____ Data for review

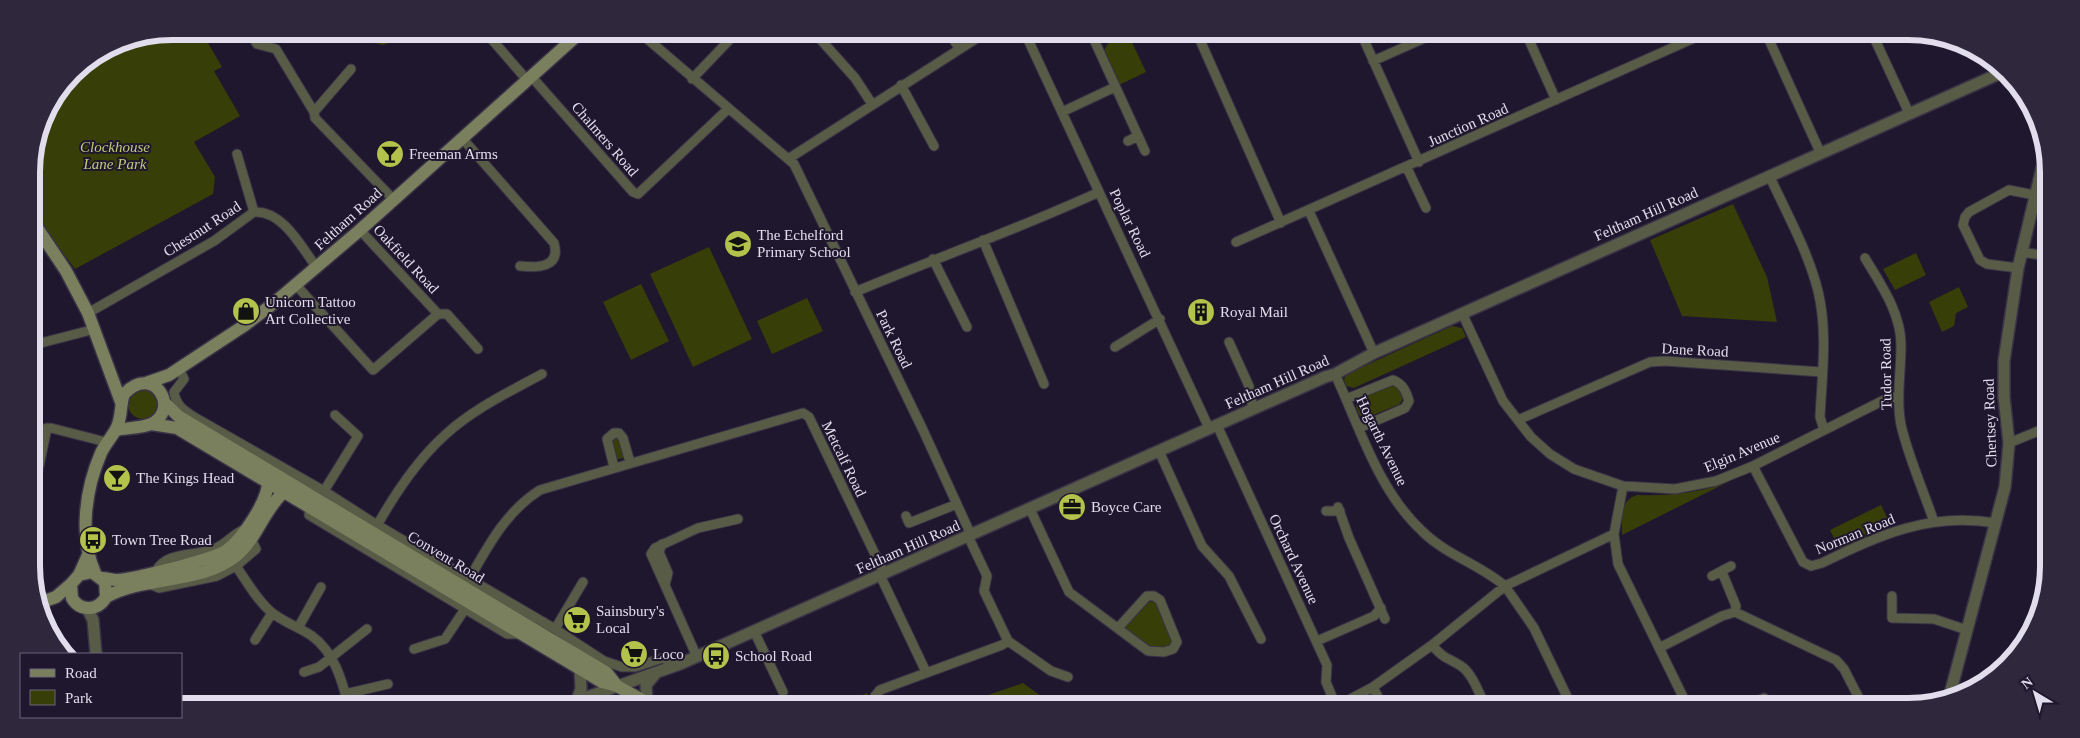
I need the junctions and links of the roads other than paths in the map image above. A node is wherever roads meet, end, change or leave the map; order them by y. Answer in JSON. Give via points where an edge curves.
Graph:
{"nodes":[{"id":1,"x":254,"y":40,"type":"edge"},
{"id":2,"x":493,"y":40,"type":"edge"},
{"id":3,"x":572,"y":40,"type":"edge"},
{"id":4,"x":648,"y":40,"type":"edge"},
{"id":5,"x":729,"y":40,"type":"edge"},
{"id":6,"x":821,"y":40,"type":"edge"},
{"id":7,"x":954,"y":40,"type":"edge"},
{"id":8,"x":973,"y":40,"type":"edge"},
{"id":9,"x":1028,"y":40,"type":"edge"},
{"id":10,"x":1094,"y":40,"type":"edge"},
{"id":11,"x":1200,"y":40,"type":"edge"},
{"id":12,"x":1364,"y":40,"type":"edge"},
{"id":13,"x":1420,"y":40,"type":"edge"},
{"id":14,"x":1529,"y":40,"type":"edge"},
{"id":15,"x":1690,"y":40,"type":"edge"},
{"id":16,"x":1769,"y":40,"type":"edge"},
{"id":17,"x":1876,"y":40,"type":"edge"},
{"id":18,"x":959,"y":48,"type":"junction"},
{"id":19,"x":1373,"y":61,"type":"junction"},
{"id":20,"x":351,"y":69,"type":"dead end"},
{"id":21,"x":1997,"y":75,"type":"edge"},
{"id":22,"x":530,"y":78,"type":"junction"},
{"id":23,"x":692,"y":79,"type":"junction"},
{"id":24,"x":901,"y":85,"type":"junction"},
{"id":25,"x":1115,"y":87,"type":"junction"},
{"id":26,"x":1556,"y":100,"type":"junction"},
{"id":27,"x":872,"y":104,"type":"junction"},
{"id":28,"x":728,"y":109,"type":"junction"},
{"id":29,"x":314,"y":112,"type":"junction"},
{"id":30,"x":1062,"y":112,"type":"junction"},
{"id":31,"x":1909,"y":113,"type":"junction"},
{"id":32,"x":1138,"y":136,"type":"junction"},
{"id":33,"x":462,"y":138,"type":"junction"},
{"id":34,"x":1128,"y":141,"type":"dead end"},
{"id":35,"x":934,"y":146,"type":"dead end"},
{"id":36,"x":1145,"y":151,"type":"dead end"},
{"id":37,"x":1820,"y":152,"type":"junction"},
{"id":38,"x":236,"y":154,"type":"dead end"},
{"id":39,"x":788,"y":159,"type":"junction"},
{"id":40,"x":1419,"y":162,"type":"junction"},
{"id":41,"x":1407,"y":168,"type":"junction"},
{"id":42,"x":1769,"y":175,"type":"junction"},
{"id":43,"x":2040,"y":175,"type":"edge"},
{"id":44,"x":1099,"y":192,"type":"junction"},
{"id":45,"x":2035,"y":195,"type":"junction"},
{"id":46,"x":394,"y":200,"type":"junction"},
{"id":47,"x":1426,"y":208,"type":"dead end"},
{"id":48,"x":1309,"y":211,"type":"junction"},
{"id":49,"x":254,"y":212,"type":"junction"},
{"id":50,"x":1281,"y":223,"type":"junction"},
{"id":51,"x":360,"y":230,"type":"junction"},
{"id":52,"x":40,"y":232,"type":"edge"},
{"id":53,"x":983,"y":240,"type":"junction"},
{"id":54,"x":1236,"y":242,"type":"dead end"},
{"id":55,"x":2021,"y":252,"type":"junction"},
{"id":56,"x":2040,"y":255,"type":"edge"},
{"id":57,"x":1865,"y":258,"type":"dead end"},
{"id":58,"x":932,"y":259,"type":"junction"},
{"id":59,"x":520,"y":266,"type":"dead end"},
{"id":60,"x":317,"y":268,"type":"junction"},
{"id":61,"x":2018,"y":268,"type":"junction"},
{"id":62,"x":296,"y":285,"type":"junction"},
{"id":63,"x":855,"y":292,"type":"junction"},
{"id":64,"x":88,"y":313,"type":"junction"},
{"id":65,"x":438,"y":314,"type":"junction"},
{"id":66,"x":1462,"y":314,"type":"junction"},
{"id":67,"x":1160,"y":319,"type":"junction"},
{"id":68,"x":967,"y":327,"type":"dead end"},
{"id":69,"x":95,"y":329,"type":"junction"},
{"id":70,"x":1229,"y":342,"type":"dead end"},
{"id":71,"x":40,"y":343,"type":"edge"},
{"id":72,"x":1115,"y":347,"type":"dead end"},
{"id":73,"x":478,"y":349,"type":"dead end"},
{"id":74,"x":1374,"y":353,"type":"junction"},
{"id":75,"x":109,"y":370,"type":"junction"},
{"id":76,"x":174,"y":372,"type":"junction"},
{"id":77,"x":1822,"y":372,"type":"junction"},
{"id":78,"x":542,"y":374,"type":"dead end"},
{"id":79,"x":1335,"y":374,"type":"junction"},
{"id":80,"x":146,"y":383,"type":"junction"},
{"id":81,"x":1044,"y":384,"type":"dead end"},
{"id":82,"x":131,"y":386,"type":"junction"},
{"id":83,"x":1899,"y":396,"type":"junction"},
{"id":84,"x":1346,"y":399,"type":"junction"},
{"id":85,"x":164,"y":401,"type":"junction"},
{"id":86,"x":121,"y":405,"type":"junction"},
{"id":87,"x":1253,"y":409,"type":"junction"},
{"id":88,"x":335,"y":415,"type":"dead end"},
{"id":89,"x":1518,"y":420,"type":"junction"},
{"id":90,"x":145,"y":425,"type":"junction"},
{"id":91,"x":1213,"y":427,"type":"junction"},
{"id":92,"x":47,"y":428,"type":"junction"},
{"id":93,"x":1359,"y":428,"type":"junction"},
{"id":94,"x":40,"y":429,"type":"edge"},
{"id":95,"x":116,"y":430,"type":"junction"},
{"id":96,"x":1824,"y":430,"type":"junction"},
{"id":97,"x":2040,"y":430,"type":"edge"},
{"id":98,"x":106,"y":442,"type":"junction"},
{"id":99,"x":2009,"y":443,"type":"junction"},
{"id":100,"x":1158,"y":451,"type":"junction"},
{"id":101,"x":40,"y":461,"type":"edge"},
{"id":102,"x":630,"y":462,"type":"junction"},
{"id":103,"x":1753,"y":466,"type":"junction"},
{"id":104,"x":614,"y":467,"type":"junction"},
{"id":105,"x":268,"y":482,"type":"junction"},
{"id":106,"x":1623,"y":486,"type":"junction"},
{"id":107,"x":324,"y":491,"type":"junction"},
{"id":108,"x":284,"y":492,"type":"junction"},
{"id":109,"x":957,"y":504,"type":"junction"},
{"id":110,"x":310,"y":508,"type":"junction"},
{"id":111,"x":1030,"y":509,"type":"junction"},
{"id":112,"x":1326,"y":511,"type":"dead end"},
{"id":113,"x":906,"y":516,"type":"dead end"},
{"id":114,"x":738,"y":518,"type":"dead end"},
{"id":115,"x":1934,"y":522,"type":"junction"},
{"id":116,"x":1996,"y":523,"type":"junction"},
{"id":117,"x":375,"y":529,"type":"junction"},
{"id":118,"x":248,"y":534,"type":"junction"},
{"id":119,"x":1614,"y":534,"type":"junction"},
{"id":120,"x":970,"y":535,"type":"junction"},
{"id":121,"x":88,"y":555,"type":"junction"},
{"id":122,"x":236,"y":566,"type":"junction"},
{"id":123,"x":1731,"y":566,"type":"dead end"},
{"id":124,"x":1722,"y":572,"type":"junction"},
{"id":125,"x":882,"y":574,"type":"junction"},
{"id":126,"x":99,"y":576,"type":"junction"},
{"id":127,"x":1712,"y":576,"type":"dead end"},
{"id":128,"x":75,"y":580,"type":"junction"},
{"id":129,"x":583,"y":582,"type":"dead end"},
{"id":130,"x":147,"y":583,"type":"junction"},
{"id":131,"x":467,"y":583,"type":"junction"},
{"id":132,"x":1505,"y":586,"type":"junction"},
{"id":133,"x":321,"y":587,"type":"dead end"},
{"id":134,"x":1892,"y":596,"type":"dead end"},
{"id":135,"x":56,"y":597,"type":"junction"},
{"id":136,"x":45,"y":601,"type":"edge"},
{"id":137,"x":74,"y":601,"type":"junction"},
{"id":138,"x":103,"y":601,"type":"junction"},
{"id":139,"x":86,"y":608,"type":"junction"},
{"id":140,"x":1381,"y":608,"type":"junction"},
{"id":141,"x":465,"y":609,"type":"junction"},
{"id":142,"x":1735,"y":612,"type":"junction"},
{"id":143,"x":272,"y":613,"type":"junction"},
{"id":144,"x":1386,"y":619,"type":"dead end"},
{"id":145,"x":93,"y":620,"type":"junction"},
{"id":146,"x":298,"y":628,"type":"junction"},
{"id":147,"x":555,"y":628,"type":"junction"},
{"id":148,"x":1118,"y":628,"type":"junction"},
{"id":149,"x":367,"y":630,"type":"dead end"},
{"id":150,"x":1967,"y":630,"type":"junction"},
{"id":151,"x":754,"y":631,"type":"junction"},
{"id":152,"x":524,"y":634,"type":"junction"},
{"id":153,"x":1261,"y":639,"type":"dead end"},
{"id":154,"x":255,"y":640,"type":"dead end"},
{"id":155,"x":1008,"y":641,"type":"junction"},
{"id":156,"x":1317,"y":642,"type":"junction"},
{"id":157,"x":1432,"y":645,"type":"junction"},
{"id":158,"x":1659,"y":648,"type":"junction"},
{"id":159,"x":414,"y":649,"type":"dead end"},
{"id":160,"x":96,"y":653,"type":"edge"},
{"id":161,"x":698,"y":656,"type":"junction"},
{"id":162,"x":332,"y":658,"type":"junction"},
{"id":163,"x":671,"y":668,"type":"junction"},
{"id":164,"x":580,"y":669,"type":"junction"},
{"id":165,"x":304,"y":672,"type":"dead end"},
{"id":166,"x":658,"y":672,"type":"junction"},
{"id":167,"x":926,"y":672,"type":"junction"},
{"id":168,"x":1068,"y":677,"type":"dead end"},
{"id":169,"x":388,"y":684,"type":"dead end"},
{"id":170,"x":617,"y":686,"type":"junction"},
{"id":171,"x":1373,"y":687,"type":"junction"},
{"id":172,"x":1952,"y":691,"type":"edge"},
{"id":173,"x":783,"y":692,"type":"dead end"},
{"id":174,"x":345,"y":694,"type":"junction"},
{"id":175,"x":346,"y":698,"type":"edge"},
{"id":176,"x":579,"y":698,"type":"edge"},
{"id":177,"x":591,"y":698,"type":"edge"},
{"id":178,"x":638,"y":698,"type":"edge"},
{"id":179,"x":649,"y":698,"type":"edge"},
{"id":180,"x":876,"y":698,"type":"edge"},
{"id":181,"x":1332,"y":698,"type":"edge"},
{"id":182,"x":1351,"y":698,"type":"edge"},
{"id":183,"x":1378,"y":698,"type":"edge"},
{"id":184,"x":1482,"y":698,"type":"edge"},
{"id":185,"x":1568,"y":698,"type":"edge"},
{"id":186,"x":1684,"y":698,"type":"edge"},
{"id":187,"x":1859,"y":698,"type":"edge"}],
"edges":[{"from":1,"to":29,"type":"street","via":[[257,44],[276,49]]},
{"from":2,"to":22,"type":"street"},
{"from":3,"to":22,"type":"main road","name":"Feltham Road"},
{"from":4,"to":23,"type":"street","name":"Park Road"},
{"from":5,"to":23,"type":"street"},
{"from":6,"to":27,"type":"street","via":[[856,78]]},
{"from":7,"to":18,"type":"street"},
{"from":8,"to":18,"type":"street"},
{"from":9,"to":30,"type":"street","name":"Poplar Road"},
{"from":10,"to":25,"type":"street"},
{"from":11,"to":50,"type":"street"},
{"from":12,"to":19,"type":"street"},
{"from":13,"to":19,"type":"street"},
{"from":14,"to":26,"type":"street"},
{"from":15,"to":26,"type":"street","name":"Junction Road"},
{"from":16,"to":37,"type":"street"},
{"from":17,"to":31,"type":"street"},
{"from":18,"to":24,"type":"street"},
{"from":19,"to":40,"type":"street"},
{"from":20,"to":29,"type":"street"},
{"from":21,"to":31,"type":"street","name":"Feltham Hill Road"},
{"from":22,"to":28,"type":"street","name":"Chalmers Road","via":[[638,194]]},
{"from":22,"to":33,"type":"main road","name":"Feltham Road"},
{"from":23,"to":28,"type":"street","name":"Park Road"},
{"from":24,"to":27,"type":"street"},
{"from":24,"to":35,"type":"street"},
{"from":25,"to":30,"type":"street"},
{"from":25,"to":32,"type":"street"},
{"from":26,"to":40,"type":"street","name":"Junction Road"},
{"from":27,"to":39,"type":"street"},
{"from":28,"to":39,"type":"street","name":"Park Road"},
{"from":29,"to":46,"type":"street","via":[[316,118]]},
{"from":30,"to":44,"type":"street","name":"Poplar Road"},
{"from":31,"to":37,"type":"street","name":"Feltham Hill Road"},
{"from":32,"to":34,"type":"street"},
{"from":32,"to":36,"type":"street"},
{"from":33,"to":46,"type":"main road","name":"Feltham Road"},
{"from":33,"to":59,"type":"street","via":[[554,243],[554,258],[548,264],[538,269]]},
{"from":37,"to":42,"type":"street","name":"Feltham Hill Road"},
{"from":38,"to":49,"type":"street"},
{"from":39,"to":63,"type":"street","name":"Park Road","via":[[794,164]]},
{"from":40,"to":41,"type":"street","name":"Junction Road"},
{"from":41,"to":47,"type":"street"},
{"from":41,"to":48,"type":"street","name":"Junction Road"},
{"from":42,"to":66,"type":"street","name":"Feltham Hill Road"},
{"from":42,"to":77,"type":"street","via":[[1810,265],[1818,292],[1823,330]]},
{"from":43,"to":45,"type":"street","name":"Chertsey Road"},
{"from":44,"to":53,"type":"street","via":[[1043,218]]},
{"from":44,"to":67,"type":"street","name":"Poplar Road"},
{"from":45,"to":55,"type":"street","name":"Chertsey Road"},
{"from":45,"to":61,"type":"street","via":[[2009,190],[1970,212],[1963,225],[1980,260]]},
{"from":46,"to":51,"type":"main road","name":"Feltham Road"},
{"from":48,"to":50,"type":"street","name":"Junction Road"},
{"from":48,"to":74,"type":"street"},
{"from":49,"to":60,"type":"street","name":"Chestnut Road","via":[[262,212],[284,225]]},
{"from":49,"to":64,"type":"street","name":"Chestnut Road","via":[[214,241]]},
{"from":50,"to":54,"type":"street","name":"Junction Road"},
{"from":51,"to":60,"type":"main road","name":"Feltham Road"},
{"from":51,"to":65,"type":"street","name":"Oakfield Road"},
{"from":52,"to":64,"type":"main road"},
{"from":53,"to":58,"type":"street"},
{"from":53,"to":81,"type":"street"},
{"from":55,"to":56,"type":"street"},
{"from":55,"to":61,"type":"street","name":"Chertsey Road"},
{"from":57,"to":83,"type":"street","name":"Tudor Road","via":[[1897,318],[1901,343]]},
{"from":58,"to":63,"type":"street"},
{"from":58,"to":68,"type":"street"},
{"from":60,"to":62,"type":"main road","name":"Feltham Road"},
{"from":61,"to":99,"type":"street","name":"Chertsey Road","via":[[2004,361]]},
{"from":62,"to":65,"type":"street","name":"Oakfield Road","via":[[373,370]]},
{"from":62,"to":76,"type":"main road","name":"Feltham Road","via":[[245,326]]},
{"from":63,"to":109,"type":"street","name":"Park Road"},
{"from":64,"to":69,"type":"main road"},
{"from":65,"to":73,"type":"street","via":[[446,314]]},
{"from":66,"to":74,"type":"street","name":"Feltham Hill Road"},
{"from":66,"to":89,"type":"street","name":"Elgin Avenue","via":[[1503,401]]},
{"from":67,"to":72,"type":"street"},
{"from":67,"to":91,"type":"street","name":"Poplar Road"},
{"from":69,"to":71,"type":"street"},
{"from":69,"to":75,"type":"main road"},
{"from":70,"to":87,"type":"street","via":[[1249,386]]},
{"from":74,"to":79,"type":"street","name":"Feltham Hill Road"},
{"from":75,"to":82,"type":"main road"},
{"from":75,"to":86,"type":"main road"},
{"from":76,"to":80,"type":"main road","name":"Feltham Road"},
{"from":76,"to":85,"type":"main road"},
{"from":76,"to":107,"type":"street","name":"Convent Road","via":[[184,379],[174,392],[181,408]]},
{"from":77,"to":89,"type":"street","name":"Dane Road","via":[[1650,362]]},
{"from":77,"to":96,"type":"street","via":[[1820,417]]},
{"from":78,"to":117,"type":"street","via":[[445,434],[407,477]]},
{"from":79,"to":84,"type":"street","name":"Hogarth Avenue"},
{"from":79,"to":87,"type":"street","name":"Feltham Hill Road"},
{"from":80,"to":82,"type":"main road"},
{"from":80,"to":85,"type":"main road","via":[[158,389]]},
{"from":82,"to":86,"type":"main road"},
{"from":83,"to":96,"type":"street","name":"Elgin Avenue","via":[[1886,399]]},
{"from":83,"to":115,"type":"street","name":"Tudor Road","via":[[1902,427]]},
{"from":84,"to":93,"type":"street","name":"Hogarth Avenue"},
{"from":84,"to":93,"type":"street","via":[[1393,380],[1405,391],[1408,401],[1405,408]]},
{"from":85,"to":90,"type":"main road","via":[[162,412]]},
{"from":85,"to":117,"type":"main road","name":"Convent Road","via":[[178,416]]},
{"from":86,"to":90,"type":"main road","via":[[127,419]]},
{"from":86,"to":95,"type":"main road"},
{"from":87,"to":91,"type":"street","name":"Feltham Hill Road"},
{"from":88,"to":107,"type":"street","via":[[358,436]]},
{"from":89,"to":106,"type":"street","name":"Elgin Avenue","via":[[1550,454],[1574,470]]},
{"from":90,"to":95,"type":"main road"},
{"from":90,"to":105,"type":"main road","name":"Convent Road","via":[[177,428]]},
{"from":91,"to":100,"type":"street","name":"Feltham Hill Road"},
{"from":91,"to":156,"type":"street","name":"Orchard Avenue"},
{"from":92,"to":94,"type":"street"},
{"from":92,"to":98,"type":"street","via":[[67,430]]},
{"from":92,"to":101,"type":"street"},
{"from":93,"to":132,"type":"street","name":"Hogarth Avenue","via":[[1390,492],[1422,531],[1449,553],[1489,572]]},
{"from":95,"to":98,"type":"main road"},
{"from":96,"to":103,"type":"street","name":"Elgin Avenue"},
{"from":97,"to":99,"type":"street"},
{"from":98,"to":121,"type":"main road","via":[[88,502]]},
{"from":99,"to":116,"type":"street","name":"Chertsey Road","via":[[2005,487]]},
{"from":100,"to":111,"type":"street","name":"Feltham Hill Road"},
{"from":100,"to":153,"type":"street","via":[[1202,546],[1229,576]]},
{"from":102,"to":104,"type":"street","name":"Metcalf Road"},
{"from":102,"to":104,"type":"street","via":[[623,438],[614,433],[607,439]]},
{"from":102,"to":125,"type":"street","name":"Metcalf Road","via":[[803,413],[809,418]]},
{"from":103,"to":106,"type":"street","name":"Elgin Avenue","via":[[1716,481],[1675,490]]},
{"from":103,"to":115,"type":"street","name":"Norman Road","via":[[1803,562],[1811,566],[1897,530]]},
{"from":104,"to":131,"type":"street","name":"Metcalf Road","via":[[553,485],[528,497],[503,523]]},
{"from":105,"to":108,"type":"main road","name":"Convent Road"},
{"from":105,"to":118,"type":"main road","via":[[268,490]]},
{"from":106,"to":119,"type":"street"},
{"from":107,"to":117,"type":"street","name":"Convent Road"},
{"from":108,"to":110,"type":"main road","name":"Convent Road"},
{"from":108,"to":118,"type":"main road"},
{"from":109,"to":113,"type":"street","via":[[909,522]]},
{"from":109,"to":120,"type":"street","name":"Park Road"},
{"from":110,"to":141,"type":"street","name":"Convent Road","via":[[309,515]]},
{"from":110,"to":152,"type":"main road","name":"Convent Road"},
{"from":111,"to":120,"type":"street","name":"Feltham Hill Road"},
{"from":111,"to":148,"type":"street","via":[[1069,592]]},
{"from":112,"to":140,"type":"street","via":[[1339,509]]},
{"from":114,"to":161,"type":"street","via":[[698,528],[662,544],[659,552],[668,573],[665,585]]},
{"from":115,"to":116,"type":"street","name":"Norman Road"},
{"from":116,"to":150,"type":"street","name":"Chertsey Road"},
{"from":117,"to":131,"type":"main road","name":"Convent Road"},
{"from":118,"to":122,"type":"street","via":[[256,549]]},
{"from":118,"to":126,"type":"main road","via":[[212,558],[117,580]]},
{"from":118,"to":130,"type":"main road","via":[[237,555],[211,570]]},
{"from":119,"to":132,"type":"street"},
{"from":119,"to":158,"type":"street","via":[[1618,564]]},
{"from":120,"to":125,"type":"street","name":"Feltham Hill Road"},
{"from":120,"to":155,"type":"street","name":"Park Road","via":[[987,576],[984,591]]},
{"from":121,"to":126,"type":"main road"},
{"from":121,"to":128,"type":"main road"},
{"from":122,"to":130,"type":"street","via":[[217,576],[159,588]]},
{"from":122,"to":143,"type":"street"},
{"from":123,"to":124,"type":"street"},
{"from":124,"to":127,"type":"street"},
{"from":124,"to":142,"type":"street","via":[[1736,606]]},
{"from":125,"to":151,"type":"street","name":"Feltham Hill Road"},
{"from":125,"to":167,"type":"street"},
{"from":126,"to":128,"type":"main road","via":[[87,572]]},
{"from":126,"to":138,"type":"main road","via":[[106,584]]},
{"from":128,"to":135,"type":"main road"},
{"from":128,"to":137,"type":"main road","via":[[70,592]]},
{"from":129,"to":147,"type":"street"},
{"from":130,"to":138,"type":"main road","via":[[121,589]]},
{"from":131,"to":147,"type":"street","name":"Convent Road"},
{"from":131,"to":170,"type":"main road","name":"Convent Road","via":[[607,673]]},
{"from":132,"to":157,"type":"street"},
{"from":132,"to":185,"type":"street","name":"Hogarth Avenue","via":[[1534,628]]},
{"from":133,"to":146,"type":"street"},
{"from":134,"to":150,"type":"street","via":[[1892,618],[1934,620]]},
{"from":135,"to":136,"type":"main road"},
{"from":135,"to":137,"type":"main road"},
{"from":137,"to":139,"type":"main road"},
{"from":138,"to":139,"type":"main road"},
{"from":138,"to":145,"type":"street"},
{"from":139,"to":145,"type":"street"},
{"from":140,"to":144,"type":"street"},
{"from":140,"to":156,"type":"street","via":[[1374,616]]},
{"from":141,"to":152,"type":"street","name":"Convent Road","via":[[507,634]]},
{"from":141,"to":159,"type":"street","via":[[445,639]]},
{"from":142,"to":158,"type":"street"},
{"from":142,"to":187,"type":"street","via":[[1836,660]]},
{"from":143,"to":146,"type":"street"},
{"from":143,"to":154,"type":"street"},
{"from":145,"to":160,"type":"street"},
{"from":146,"to":162,"type":"street","via":[[312,636]]},
{"from":147,"to":163,"type":"street","name":"Convent Road","via":[[604,661],[635,667],[663,658],[668,660]]},
{"from":148,"to":148,"type":"street","via":[[1148,651],[1164,652],[1173,649],[1177,642],[1160,600],[1154,596],[1147,596]]},
{"from":149,"to":162,"type":"street"},
{"from":150,"to":172,"type":"street","name":"Chertsey Road"},
{"from":151,"to":161,"type":"street","name":"Feltham Hill Road"},
{"from":151,"to":173,"type":"street"},
{"from":152,"to":164,"type":"main road","name":"Convent Road"},
{"from":155,"to":167,"type":"street"},
{"from":155,"to":168,"type":"street","via":[[1051,672]]},
{"from":156,"to":181,"type":"street","name":"Orchard Avenue","via":[[1327,665],[1326,682]]},
{"from":157,"to":171,"type":"street"},
{"from":157,"to":184,"type":"street","via":[[1443,658],[1468,673]]},
{"from":158,"to":186,"type":"street"},
{"from":161,"to":163,"type":"street","name":"Feltham Hill Road"},
{"from":162,"to":165,"type":"street"},
{"from":162,"to":174,"type":"street"},
{"from":163,"to":166,"type":"street","name":"Feltham Hill Road"},
{"from":164,"to":170,"type":"main road","name":"Convent Road","via":[[602,682]]},
{"from":164,"to":176,"type":"street"},
{"from":166,"to":170,"type":"street","name":"Feltham Hill Road"},
{"from":166,"to":179,"type":"street","via":[[646,685]]},
{"from":167,"to":180,"type":"street","via":[[876,692]]},
{"from":169,"to":174,"type":"street"},
{"from":170,"to":177,"type":"street","name":"Feltham Hill Road"},
{"from":170,"to":178,"type":"main road"},
{"from":171,"to":182,"type":"street"},
{"from":171,"to":183,"type":"street"},
{"from":174,"to":175,"type":"street"}]}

________

Problem to work on ->
Could you work out how many lines above contain the string "Park"? Only the number should be given.

Exercise answer ->
7